The future of earbuds are hearables that are Doppler-like but smaller, lighter, more intelligent and powered by batteries that last all day.

It’s also easy to predict the merger of smart earbuds and hearing aids, with hearables able to customize and optimize sound for everyone, including the hearing-impaired. When AI-based hearables go mainstream, hearing aids will become obsolete.

A company called Resound launched a product this year called LiNX Quattro, which is a hearing aid that uses AI. Over time, it learns to adjust the audio settings according to the wearer’s preferences. It also supports Apple’s Siri virtual assistant and pairs with smartphones for additional app-based control, including voice control. This all sounds great, but the problem is that the product costs thousands of dollars. Hearables and hearing aids will merge when the price of this technology comes way down — which, of course, it will.

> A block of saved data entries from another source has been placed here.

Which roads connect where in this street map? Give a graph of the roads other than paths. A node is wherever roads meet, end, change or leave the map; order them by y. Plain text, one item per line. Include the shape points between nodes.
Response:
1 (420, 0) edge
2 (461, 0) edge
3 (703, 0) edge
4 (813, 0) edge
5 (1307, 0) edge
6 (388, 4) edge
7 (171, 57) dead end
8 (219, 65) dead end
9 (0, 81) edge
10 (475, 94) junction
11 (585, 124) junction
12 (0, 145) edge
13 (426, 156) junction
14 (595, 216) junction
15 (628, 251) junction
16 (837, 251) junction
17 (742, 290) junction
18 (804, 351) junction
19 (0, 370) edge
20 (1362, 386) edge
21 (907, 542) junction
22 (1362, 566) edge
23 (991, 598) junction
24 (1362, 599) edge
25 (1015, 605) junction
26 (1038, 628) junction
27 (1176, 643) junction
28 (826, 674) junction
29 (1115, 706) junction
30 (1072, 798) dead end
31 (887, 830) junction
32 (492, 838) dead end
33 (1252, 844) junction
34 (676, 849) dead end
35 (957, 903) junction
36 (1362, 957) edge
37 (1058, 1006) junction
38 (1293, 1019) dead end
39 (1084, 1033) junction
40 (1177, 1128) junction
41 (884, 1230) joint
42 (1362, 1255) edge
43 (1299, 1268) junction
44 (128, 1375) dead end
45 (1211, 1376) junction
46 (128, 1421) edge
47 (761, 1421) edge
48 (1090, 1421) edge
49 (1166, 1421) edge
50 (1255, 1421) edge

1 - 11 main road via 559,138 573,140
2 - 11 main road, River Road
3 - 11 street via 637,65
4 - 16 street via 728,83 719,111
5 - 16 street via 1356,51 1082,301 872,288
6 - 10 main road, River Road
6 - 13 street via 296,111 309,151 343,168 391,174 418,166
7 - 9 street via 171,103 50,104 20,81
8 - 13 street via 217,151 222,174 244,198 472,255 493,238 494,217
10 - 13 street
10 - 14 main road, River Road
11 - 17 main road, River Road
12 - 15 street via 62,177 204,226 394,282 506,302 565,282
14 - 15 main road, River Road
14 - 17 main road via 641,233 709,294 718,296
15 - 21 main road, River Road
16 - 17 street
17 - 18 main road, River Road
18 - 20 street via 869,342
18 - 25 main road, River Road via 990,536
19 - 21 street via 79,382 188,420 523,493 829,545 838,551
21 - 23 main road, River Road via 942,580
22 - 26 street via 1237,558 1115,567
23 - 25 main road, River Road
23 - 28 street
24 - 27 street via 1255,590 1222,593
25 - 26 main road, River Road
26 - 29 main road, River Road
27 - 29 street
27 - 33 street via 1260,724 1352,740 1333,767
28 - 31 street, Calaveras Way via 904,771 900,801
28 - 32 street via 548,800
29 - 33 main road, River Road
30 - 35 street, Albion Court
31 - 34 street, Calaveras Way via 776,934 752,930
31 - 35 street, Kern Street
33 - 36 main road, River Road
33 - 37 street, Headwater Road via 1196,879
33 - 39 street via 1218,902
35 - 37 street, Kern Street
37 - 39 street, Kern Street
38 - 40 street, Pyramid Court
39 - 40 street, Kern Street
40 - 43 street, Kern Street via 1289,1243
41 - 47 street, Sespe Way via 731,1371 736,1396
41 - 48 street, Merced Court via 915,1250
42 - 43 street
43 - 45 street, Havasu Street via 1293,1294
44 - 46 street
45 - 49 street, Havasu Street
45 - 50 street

The leading hearables today, of course, are Apple’s AirPods, the current version of which offers always-listening Siri support and voice commands, as well as noise-filtering and the ability to pick your voice out of a cacophony of environmental noises. Apple is reportedly hard at work adding intelligence and sophisticated features into future AirPods.

Augmented reality goes audio

We tend to think of augmented reality (AR) as a primarily visual technology. But before we’re all walking around wearing visual AR glasses, we’ll get audio AR.

Of course, museums and sporting events (like professional tennis games) use location to offer an audio stream of information or commentary only to those present. Over time, we’ll get all kinds of audio-based augmented reality applications. This is likely to take the form of features in virtual assistants that are more context-aware.

Bose, for example, is developing something called Bose AR, an audio augmented reality platform. The company is trying to initiate an ecosystem of apps that provide contextual information and notifications. The idea is that contextual information will be whispered into your ears rather than shown on a tiny screen.

Glasses with eye tracking combined with a virtual assistant will allow us to look at a business and ask, “When does it open?” or at a machine and ask, “How does this work?” and get the answer spoken to us.

Why hearables will dominate wearables

Today, smartwatches dominate the wearables market. One of the big drivers in the smartwatch and smartband categories is the quantified self — mostly fitness tracking. Watches can monitor activity, movement, heartbeat and other biometrics.

But guess what. So can hearables. They can even track our mental state.

Poppy Crum, a Stanford University neuroscientist and chief scientist at Dolby Laboratories, believes that in-ear hearable computing devices that deliver audio will also monitor our mood or emotional state, and using that information to change how virtual assistants interact with us. Hilariously, she says that the human ear is like a USB port to the brain, the ideal location for both “reading from” and “writing to” the brain. Both pulse and brain electrical signals can be monitored there, and she says that stress can be both detected and reduced (by reducing the sounds that cause stress, such as police sirens or babies crying).

So like watches, hearables will be able to monitor motion and heart rate. But unlike watches, they’ll be able to act on that detection by changing what we’re paying attention to.

In short, hearables will be less intrusive and more satisfying to use than smartwatches, and will likely overtake smartwatches in the market within 10 years.

Why people want to control attention

A recent survey by Bitkom Research in Germany found that nearly half of all people who wear headphones do so to mute their surroundings. Another 42% use them as a signal to others not to disturb them. Around 20% use headphones to focus on work.

Even without AI-augmented sound management and audio AR, people are already instinctively using even primitive headphones to seize control of their own attention.

This is the year when the first crop of capable products emerges that use AI and other advanced technologies to automatically control what you hear in order to help you control your attention.

So pay attention. The revolution in attention management audio is just beginning.